#### EXERCISE OBJECTIVE:
From the data, return each line holding the word "roads".

#### Saved data entries:
....
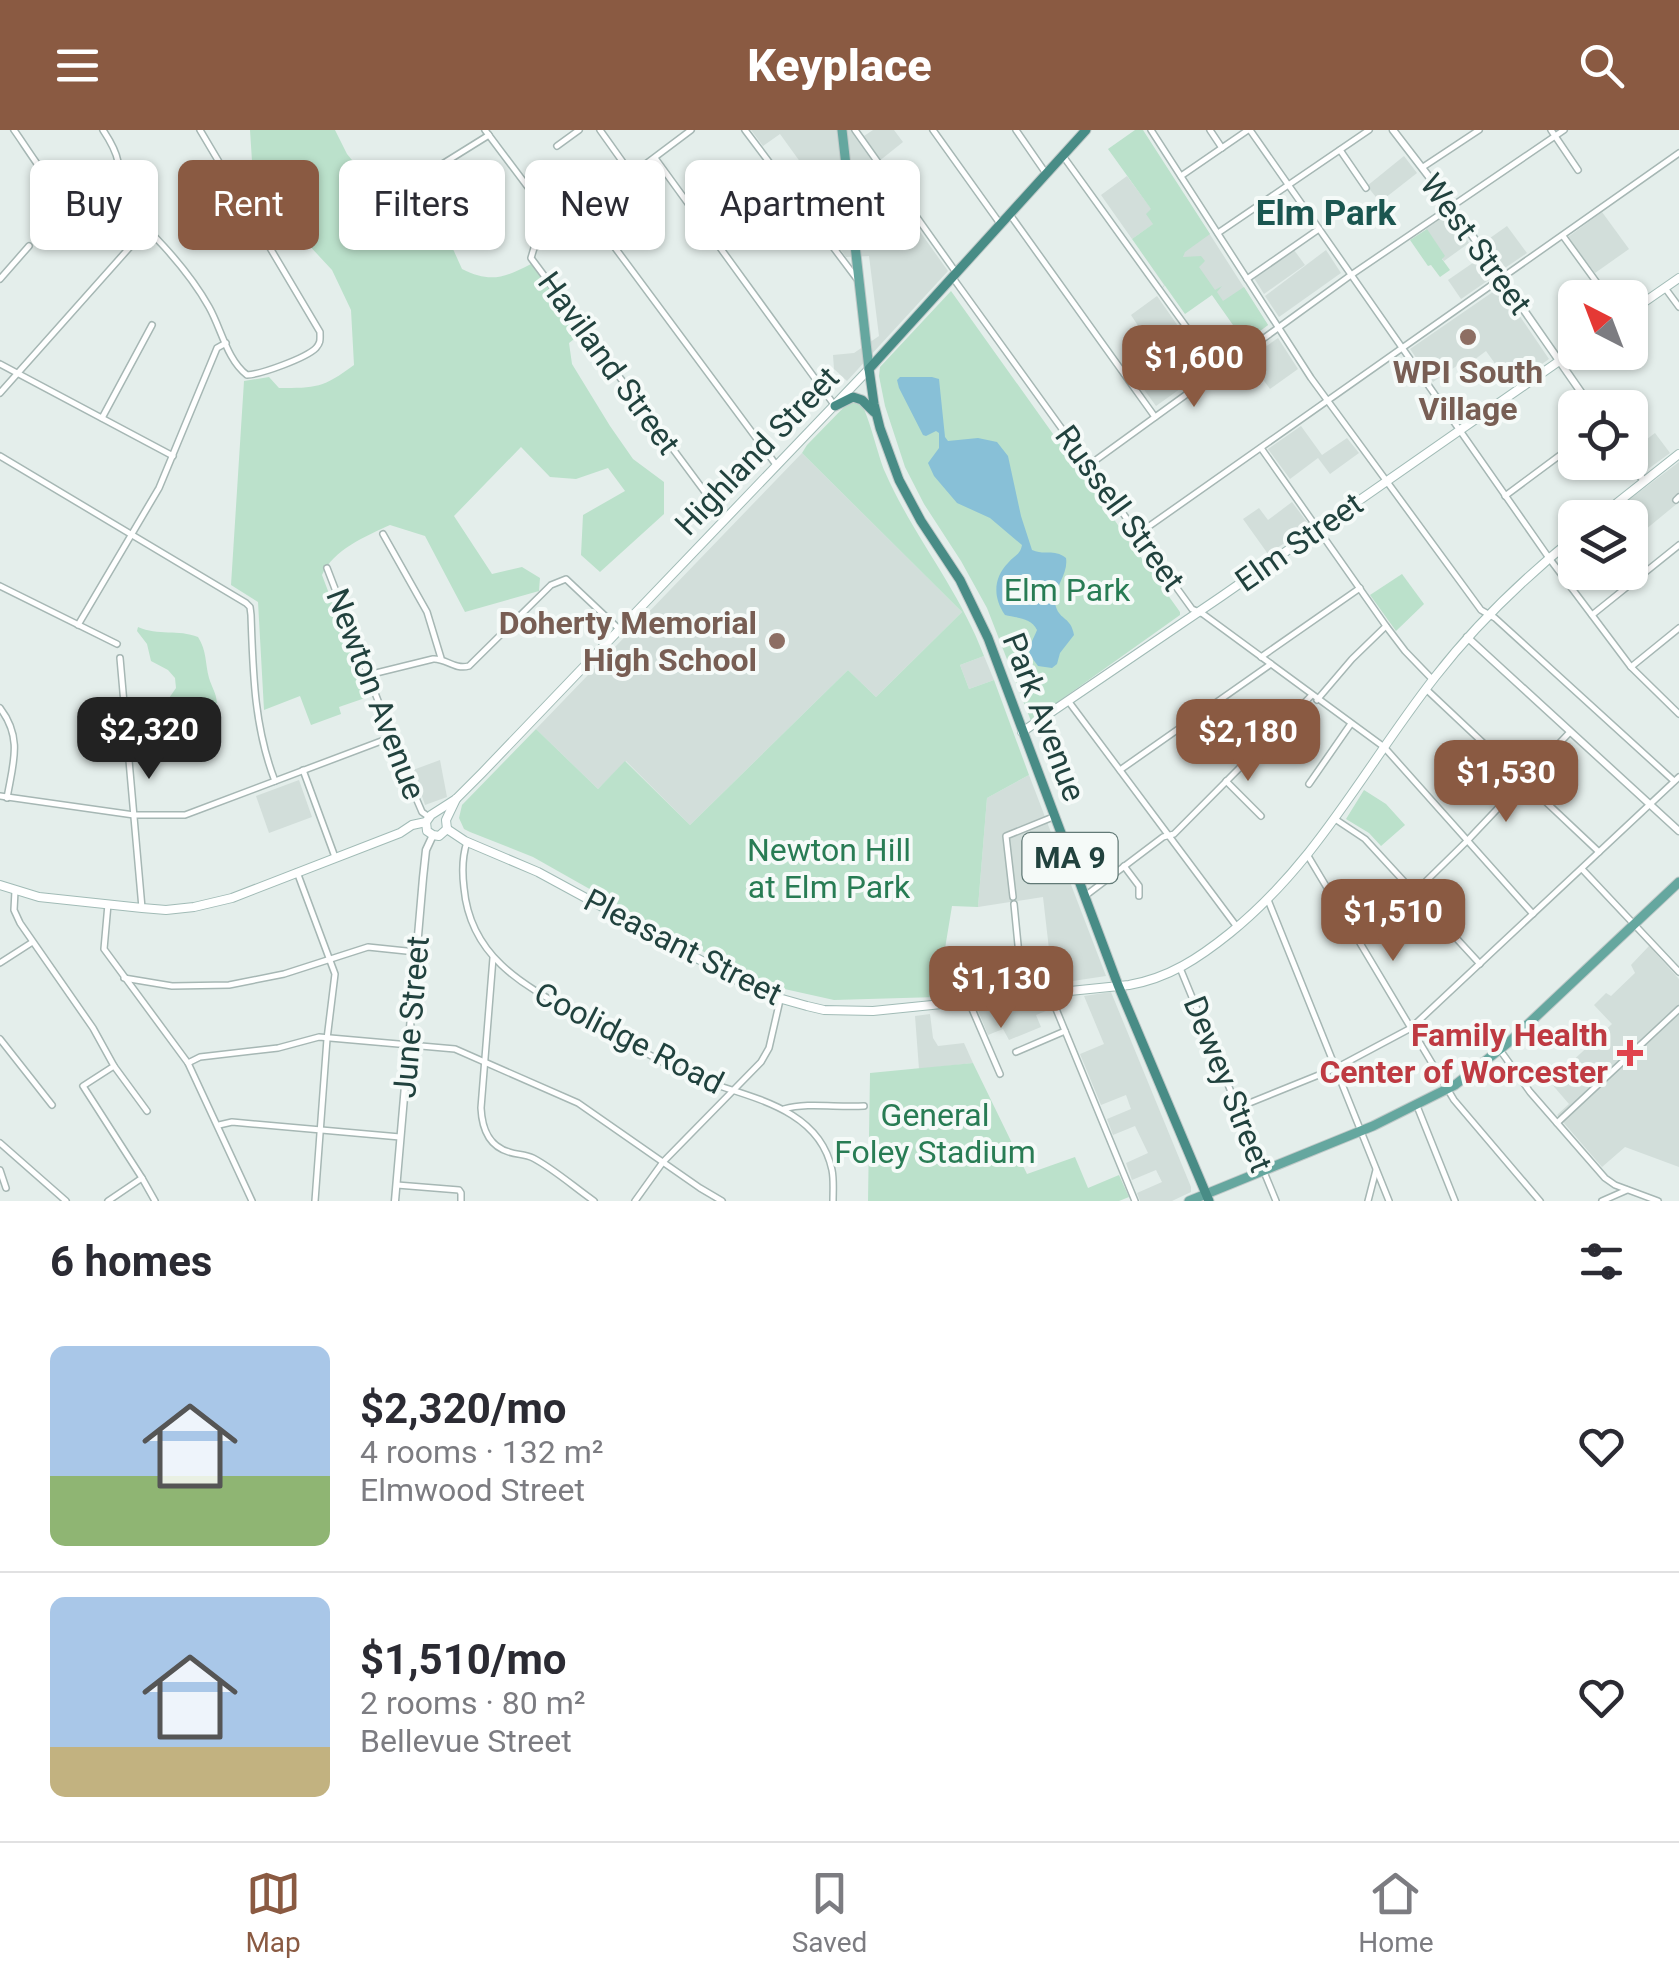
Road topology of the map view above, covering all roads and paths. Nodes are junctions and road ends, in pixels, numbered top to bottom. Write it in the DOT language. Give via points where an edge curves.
graph roads {
  1 [pos="14,130"];
  2 [pos="104,130"];
  3 [pos="200,130"];
  4 [pos="209,130"];
  5 [pos="579,130"];
  6 [pos="600,130"];
  7 [pos="690,130"];
  8 [pos="745,130"];
  9 [pos="842,130"];
  10 [pos="854,130"];
  11 [pos="933,130"];
  12 [pos="1016,130"];
  13 [pos="1086,130"];
  14 [pos="1151,130"];
  15 [pos="1210,130"];
  16 [pos="1249,130"];
  17 [pos="1369,130"];
  18 [pos="1392,130"];
  19 [pos="1478,130"];
  20 [pos="1564,130"];
  21 [pos="487,132"];
  22 [pos="682,133"];
  23 [pos="1553,133"];
  24 [pos="207,141"];
  25 [pos="557,146"];
  26 [pos="1222,148"];
  27 [pos="1340,150"];
  28 [pos="1679,153"];
  29 [pos="1062,156"];
  30 [pos="655,158"];
  31 [pos="36,160"];
  32 [pos="118,160"];
  33 [pos="445,160"];
  34 [pos="622,160"];
  35 [pos="652,160"];
  36 [pos="1422,168"];
  37 [pos="1578,170"];
  38 [pos="1047,174"];
  39 [pos="1181,176"];
  40 [pos="525,183"];
  41 [pos="1289,185"];
  42 [pos="1366,188"];
  43 [pos="1451,205"];
  44 [pos="1010,214"];
  45 [pos="1001,225"];
  46 [pos="1320,229"];
  47 [pos="1218,233"];
  48 [pos="1564,236"];
  49 [pos="158,242"];
  50 [pos="29,246"];
  51 [pos="127,250"];
  52 [pos="535,250"];
  53 [pos="617,250"];
  54 [pos="1351,275"];
  55 [pos="955,276"];
  56 [pos="1247,278"];
  57 [pos="1502,278"];
  58 [pos="1679,278"];
  59 [pos="0,279"];
  60 [pos="1595,280"];
  61 [pos="859,282"];
  62 [pos="1665,288"];
  63 [pos="1648,300"];
  64 [pos="1679,308"];
  65 [pos="152,324"];
  66 [pos="1278,327"];
  67 [pos="226,343"];
  68 [pos="1402,348"];
  69 [pos="1558,360"];
  70 [pos="1558,362"];
  71 [pos="0,364"];
  72 [pos="870,369"];
  73 [pos="1218,371"];
  74 [pos="16,374"];
  75 [pos="0,393"];
  76 [pos="1328,401"];
  77 [pos="835,406"];
  78 [pos="876,415"];
  79 [pos="1155,417"];
  80 [pos="102,418"];
  81 [pos="1460,430"];
  82 [pos="1261,448"];
  83 [pos="1679,454"];
  84 [pos="0,456"];
  85 [pos="173,456"];
  86 [pos="1558,456"];
  87 [pos="1089,464"];
  88 [pos="777,466"];
  89 [pos="1386,481"];
  90 [pos="1644,481"];
  91 [pos="1504,496"];
  92 [pos="1620,500"];
  93 [pos="726,520"];
  94 [pos="1318,529"];
  95 [pos="382,534"];
  96 [pos="1138,534"];
  97 [pos="132,535"];
  98 [pos="1679,545"];
  99 [pos="1558,550"];
  100 [pos="1549,558"];
  101 [pos="327,568"];
  102 [pos="0,586"];
  103 [pos="1360,588"];
  104 [pos="1198,612"];
  105 [pos="1489,614"];
  106 [pos="1592,615"];
  107 [pos="78,625"];
  108 [pos="1386,626"];
  109 [pos="1679,628"];
  110 [pos="620,630"];
  111 [pos="1468,637"];
  112 [pos="117,644"];
  113 [pos="1261,657"];
  114 [pos="120,658"];
  115 [pos="440,658"];
  116 [pos="1271,664"];
  117 [pos="1632,667"];
  118 [pos="368,675"];
  119 [pos="1433,680"];
  120 [pos="1426,689"];
  121 [pos="1314,698"];
  122 [pos="1069,702"];
  123 [pos="0,708"];
  124 [pos="1679,714"];
  125 [pos="1350,724"];
  126 [pos="1022,732"];
  127 [pos="1570,732"];
  128 [pos="392,737"];
  129 [pos="1384,747"];
  130 [pos="302,770"];
  131 [pos="1120,770"];
  132 [pos="1676,779"];
  133 [pos="274,780"];
  134 [pos="1523,780"];
  135 [pos="1226,781"];
  136 [pos="1309,784"];
  137 [pos="4,797"];
  138 [pos="456,800"];
  139 [pos="1650,804"];
  140 [pos="134,815"];
  141 [pos="1054,816"];
  142 [pos="1261,816"];
  143 [pos="1335,819"];
  144 [pos="430,824"];
  145 [pos="447,825"];
  146 [pos="1679,831"];
  147 [pos="1168,834"];
  148 [pos="1467,841"];
  149 [pos="467,842"];
  150 [pos="1600,852"];
  151 [pos="1308,856"];
  152 [pos="335,858"];
  153 [pos="1124,866"];
  154 [pos="1582,869"];
  155 [pos="297,872"];
  156 [pos="1679,882"];
  157 [pos="0,885"];
  158 [pos="15,890"];
  159 [pos="1416,891"];
  160 [pos="1085,896"];
  161 [pos="1139,896"];
  162 [pos="1268,900"];
  163 [pos="108,904"];
  164 [pos="142,908"];
  165 [pos="1534,914"];
  166 [pos="1634,923"];
  167 [pos="1236,928"];
  168 [pos="32,943"];
  169 [pos="416,952"];
  170 [pos="493,958"];
  171 [pos="330,960"];
  172 [pos="0,963"];
  173 [pos="1480,964"];
  174 [pos="1180,968"];
  175 [pos="1679,972"];
  176 [pos="124,978"];
  177 [pos="1118,984"];
  178 [pos="1049,992"];
  179 [pos="1024,996"];
  180 [pos="780,1000"];
  181 [pos="969,1002"];
  182 [pos="1679,1009"];
  183 [pos="1412,1028"];
  184 [pos="1065,1031"];
  185 [pos="0,1039"];
  186 [pos="327,1039"];
  187 [pos="408,1045"];
  188 [pos="1500,1050"];
  189 [pos="1016,1052"];
  190 [pos="188,1063"];
  191 [pos="485,1063"];
  192 [pos="114,1066"];
  193 [pos="1336,1068"];
  194 [pos="1000,1074"];
  195 [pos="1448,1089"];
  196 [pos="732,1092"];
  197 [pos="1417,1105"];
  198 [pos="52,1106"];
  199 [pos="864,1106"];
  200 [pos="1238,1108"];
  201 [pos="784,1109"];
  202 [pos="148,1111"];
  203 [pos="1557,1123"];
  204 [pos="218,1126"];
  205 [pos="321,1130"];
  206 [pos="1362,1130"];
  207 [pos="400,1137"];
  208 [pos="0,1142"];
  209 [pos="663,1162"];
  210 [pos="0,1170"];
  211 [pos="1262,1170"];
  212 [pos="1376,1170"];
  213 [pos="142,1178"];
  214 [pos="397,1184"];
  215 [pos="6,1188"];
  216 [pos="1630,1191"];
  217 [pos="1208,1197"];
  218 [pos="66,1201"];
  219 [pos="108,1201"];
  220 [pos="155,1201"];
  221 [pos="252,1201"];
  222 [pos="315,1201"];
  223 [pos="395,1201"];
  224 [pos="460,1201"];
  225 [pos="594,1201"];
  226 [pos="635,1201"];
  227 [pos="722,1201"];
  228 [pos="834,1201"];
  229 [pos="1135,1201"];
  230 [pos="1189,1201"];
  231 [pos="1276,1201"];
  232 [pos="1368,1201"];
  233 [pos="1389,1201"];
  234 [pos="1455,1201"];
  235 [pos="1540,1201"];
  236 [pos="1602,1201"];
  237 [pos="1634,1201"];
  238 [pos="1658,1201"];
  1 -- 31 [label="street"];
  2 -- 32 [label="street"];
  3 -- 24 [label="street"];
  4 -- 24 [label="street"];
  5 -- 25 [label="street"];
  6 -- 34 [label="street"];
  7 -- 22 [label="street"];
  8 -- 61 [label="street"];
  9 -- 61 [label="main road, Park Avenue"];
  10 -- 55 [label="street, Russell Street"];
  11 -- 45 [label="street"];
  12 -- 38 [label="street"];
  13 -- 29 [label="highway, Highland Street"];
  14 -- 39 [label="street"];
  15 -- 26 [label="street"];
  16 -- 26 [label="street"];
  16 -- 41 [label="street"];
  17 -- 27 [label="street"];
  18 -- 36 [label="street, West Street"];
  19 -- 36 [label="street"];
  20 -- 23 [label="street"];
  21 -- 33 [label="street"];
  21 -- 40 [label="street"];
  22 -- 30 [label="street"];
  23 -- 37 [label="street"];
  23 -- 43 [label="street"];
  24 -- 67 [label="street" via="321,338 312,350 247,375"];
  26 -- 39 [label="street"];
  27 -- 41 [label="street"];
  27 -- 42 [label="street"];
  28 -- 48 [label="street"];
  29 -- 38 [label="highway, Highland Street"];
  29 -- 73 [label="street"];
  30 -- 35 [label="street"];
  30 -- 77 [label="street"];
  36 -- 43 [label="street, West Street"];
  38 -- 44 [label="highway, Highland Street"];
  39 -- 47 [label="street"];
  41 -- 46 [label="street"];
  41 -- 47 [label="street"];
  43 -- 54 [label="street"];
  43 -- 57 [label="street, West Street"];
  44 -- 45 [label="highway, Highland Street"];
  44 -- 79 [label="street"];
  45 -- 55 [label="highway, Highland Street"];
  46 -- 54 [label="street"];
  46 -- 56 [label="street"];
  47 -- 56 [label="street"];
  48 -- 57 [label="street"];
  48 -- 60 [label="street"];
  49 -- 67 [label="street" via="209,306"];
  50 -- 59 [label="street"];
  51 -- 74 [label="street"];
  52 -- 93 [label="street, Haviland Street" via="534,261"];
  53 -- 88 [label="street"];
  54 -- 66 [label="street"];
  54 -- 68 [label="street"];
  55 -- 72 [label="highway, Highland Street"];
  55 -- 87 [label="street, Russell Street"];
  56 -- 66 [label="street"];
  57 -- 68 [label="street"];
  57 -- 69 [label="street, West Street"];
  58 -- 62 [label="main road"];
  61 -- 72 [label="main road, Park Avenue"];
  62 -- 63 [label="main road"];
  62 -- 64 [label="street"];
  65 -- 80 [label="street"];
  66 -- 73 [label="street"];
  66 -- 76 [label="street"];
  67 -- 85 [label="street" via="217,348"];
  68 -- 76 [label="street"];
  68 -- 81 [label="street"];
  70 -- 81 [label="main road, Elm Street"];
  71 -- 74 [label="street"];
  72 -- 77 [label="main road, Highland Street"];
  72 -- 78 [label="highway, Park Avenue / MA 9"];
  73 -- 79 [label="street"];
  74 -- 75 [label="street"];
  74 -- 80 [label="street"];
  76 -- 82 [label="street"];
  76 -- 89 [label="street"];
  77 -- 78 [label="highway" via="856,397"];
  77 -- 88 [label="main road, Highland Street"];
  78 -- 126 [label="highway, Park Avenue / MA 9" via="912,506 984,630"];
  79 -- 87 [label="street"];
  80 -- 85 [label="street"];
  81 -- 89 [label="main road, Elm Street"];
  81 -- 91 [label="street"];
  82 -- 94 [label="street"];
  82 -- 96 [label="street"];
  83 -- 90 [label="main road"];
  84 -- 97 [label="street"];
  85 -- 97 [label="street"];
  86 -- 91 [label="street"];
  87 -- 96 [label="street, Russell Street"];
  88 -- 93 [label="main road, Highland Street"];
  89 -- 94 [label="main road, Elm Street"];
  89 -- 105 [label="street"];
  90 -- 92 [label="main road"];
  91 -- 100 [label="street"];
  93 -- 110 [label="main road, Highland Street"];
  94 -- 103 [label="street"];
  94 -- 104 [label="main road, Elm Street"];
  95 -- 115 [label="street" via="427,612"];
  96 -- 104 [label="street, Russell Street"];
  97 -- 107 [label="street"];
  97 -- 133 [label="street" via="250,607 255,701"];
  98 -- 106 [label="street"];
  99 -- 100 [label="main road, Pleasant Street"];
  100 -- 105 [label="main road, Pleasant Street"];
  100 -- 106 [label="street"];
  101 -- 118 [label="street, Newton Avenue"];
  102 -- 107 [label="street"];
  103 -- 108 [label="street"];
  103 -- 113 [label="street"];
  104 -- 113 [label="street, Russell Street"];
  104 -- 122 [label="main road, Elm Street"];
  105 -- 111 [label="main road, Pleasant Street"];
  105 -- 132 [label="street"];
  106 -- 117 [label="street"];
  107 -- 112 [label="street"];
  108 -- 119 [label="street"];
  108 -- 121 [label="street"];
  109 -- 117 [label="street"];
  110 -- 115 [label="street" via="566,579 551,585 469,666"];
  110 -- 138 [label="main road, Highland Street"];
  111 -- 119 [label="main road, Pleasant Street"];
  111 -- 127 [label="street"];
  113 -- 116 [label="street, Russell Street"];
  114 -- 140 [label="street"];
  115 -- 118 [label="street"];
  116 -- 121 [label="street, Russell Street"];
  116 -- 131 [label="street"];
  117 -- 124 [label="street"];
  118 -- 128 [label="street, Newton Avenue"];
  119 -- 120 [label="main road, Pleasant Street"];
  120 -- 129 [label="main road, Pleasant Street"];
  120 -- 134 [label="street"];
  121 -- 125 [label="street, Russell Street"];
  121 -- 135 [label="street"];
  122 -- 126 [label="main road, Elm Street"];
  122 -- 131 [label="street"];
  123 -- 137 [label="street" via="15,744"];
  125 -- 129 [label="street, Russell Street"];
  125 -- 136 [label="street"];
  126 -- 141 [label="highway, Park Avenue / MA 9"];
  127 -- 134 [label="street"];
  127 -- 139 [label="street"];
  128 -- 130 [label="street"];
  128 -- 144 [label="street, Newton Avenue"];
  129 -- 143 [label="main road, Pleasant Street"];
  129 -- 148 [label="street, Russell Street"];
  130 -- 133 [label="street"];
  130 -- 152 [label="street"];
  131 -- 147 [label="street"];
  132 -- 139 [label="street"];
  133 -- 140 [label="street" via="185,814"];
  134 -- 148 [label="street"];
  134 -- 150 [label="street"];
  135 -- 142 [label="street"];
  135 -- 147 [label="street"];
  137 -- 140 [label="street"];
  138 -- 144 [label="main road, Highland Street"];
  138 -- 145 [label="main road, Highland Street"];
  139 -- 146 [label="street"];
  139 -- 150 [label="street"];
  140 -- 164 [label="street"];
  141 -- 160 [label="highway, Park Avenue / MA 9"];
  141 -- 179 [label="street" via="1006,836"];
  143 -- 151 [label="main road, Pleasant Street"];
  143 -- 159 [label="street"];
  144 -- 145 [label="main road, Pleasant Street" via="444,816"];
  144 -- 145 [label="main road" via="439,836"];
  144 -- 152 [label="main road"];
  144 -- 169 [label="street, June Street"];
  145 -- 149 [label="main road, Pleasant Street"];
  147 -- 153 [label="street"];
  147 -- 167 [label="street"];
  148 -- 159 [label="street"];
  148 -- 165 [label="street, Russell Street"];
  149 -- 170 [label="street, Coolidge Road" via="465,898"];
  149 -- 180 [label="main road, Pleasant Street" via="538,872"];
  150 -- 154 [label="street"];
  151 -- 162 [label="main road, Pleasant Street"];
  151 -- 183 [label="street"];
  152 -- 155 [label="main road"];
  153 -- 160 [label="street"];
  153 -- 161 [label="street"];
  154 -- 165 [label="street"];
  154 -- 166 [label="street"];
  155 -- 164 [label="main road" via="208,904"];
  155 -- 171 [label="street"];
  156 -- 166 [label="main road"];
  157 -- 158 [label="main road"];
  158 -- 163 [label="main road"];
  158 -- 168 [label="street" via="14,910"];
  159 -- 173 [label="street"];
  160 -- 177 [label="highway, Park Avenue / MA 9"];
  162 -- 167 [label="main road, Pleasant Street"];
  162 -- 193 [label="street"];
  163 -- 164 [label="main road"];
  163 -- 176 [label="street" via="104,948"];
  165 -- 173 [label="street"];
  166 -- 175 [label="street"];
  166 -- 188 [label="main road"];
  167 -- 174 [label="main road, Pleasant Street"];
  168 -- 172 [label="street"];
  168 -- 192 [label="street"];
  169 -- 171 [label="street" via="368,947"];
  169 -- 187 [label="street, June Street"];
  170 -- 191 [label="street"];
  170 -- 196 [label="street, Coolidge Road" via="544,996 680,1072"];
  171 -- 176 [label="street" via="229,984 172,986"];
  171 -- 186 [label="street" via="335,974"];
  173 -- 183 [label="street"];
  174 -- 177 [label="main road, Pleasant Street"];
  174 -- 200 [label="street, Dewey Street"];
  176 -- 190 [label="street"];
  177 -- 178 [label="main road, Pleasant Street"];
  177 -- 217 [label="highway, Park Avenue / MA 9"];
  178 -- 179 [label="main road, Pleasant Street"];
  178 -- 184 [label="street"];
  179 -- 181 [label="main road, Pleasant Street"];
  180 -- 181 [label="main road, Pleasant Street" via="856,1011"];
  180 -- 196 [label="street" via="767,1053"];
  181 -- 194 [label="street"];
  182 -- 203 [label="street"];
  183 -- 193 [label="street"];
  183 -- 195 [label="street"];
  184 -- 189 [label="street"];
  184 -- 229 [label="street"];
  185 -- 198 [label="street"];
  186 -- 187 [label="street"];
  186 -- 190 [label="street"];
  186 -- 205 [label="street"];
  187 -- 191 [label="street" via="454,1049"];
  187 -- 207 [label="street, June Street"];
  188 -- 195 [label="main road"];
  188 -- 203 [label="street"];
  190 -- 204 [label="street"];
  191 -- 209 [label="street" via="578,1103"];
  191 -- 225 [label="street" via="481,1109 487,1136"];
  192 -- 202 [label="street"];
  192 -- 213 [label="street" via="83,1086"];
  193 -- 200 [label="street"];
  193 -- 206 [label="street"];
  195 -- 197 [label="main road"];
  195 -- 235 [label="street"];
  196 -- 201 [label="street, Coolidge Road"];
  196 -- 209 [label="street"];
  197 -- 206 [label="main road"];
  197 -- 234 [label="street"];
  199 -- 201 [label="street"];
  200 -- 211 [label="street, Dewey Street"];
  201 -- 228 [label="street, Coolidge Road" via="822,1143"];
  203 -- 216 [label="street" via="1606,1178"];
  204 -- 205 [label="street"];
  204 -- 221 [label="street"];
  205 -- 207 [label="street"];
  205 -- 222 [label="street"];
  206 -- 211 [label="main road"];
  206 -- 212 [label="street"];
  207 -- 214 [label="street, June Street"];
  208 -- 218 [label="street"];
  209 -- 226 [label="street"];
  209 -- 227 [label="street"];
  210 -- 215 [label="street"];
  211 -- 217 [label="main road"];
  211 -- 231 [label="street, Dewey Street"];
  212 -- 232 [label="street"];
  212 -- 233 [label="street"];
  213 -- 219 [label="street"];
  213 -- 220 [label="street"];
  214 -- 223 [label="street, June Street"];
  214 -- 224 [label="street" via="458,1190"];
  216 -- 236 [label="street"];
  216 -- 237 [label="street"];
  216 -- 238 [label="street"];
  217 -- 230 [label="main road"];
}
....
#### RESULT:
Road topology of the map view above, covering all roads and paths. Nodes are junctions and road ends, in pixels, numbered top to bottom. Write it in the DOT language. Give via points where an edge curves.
graph roads {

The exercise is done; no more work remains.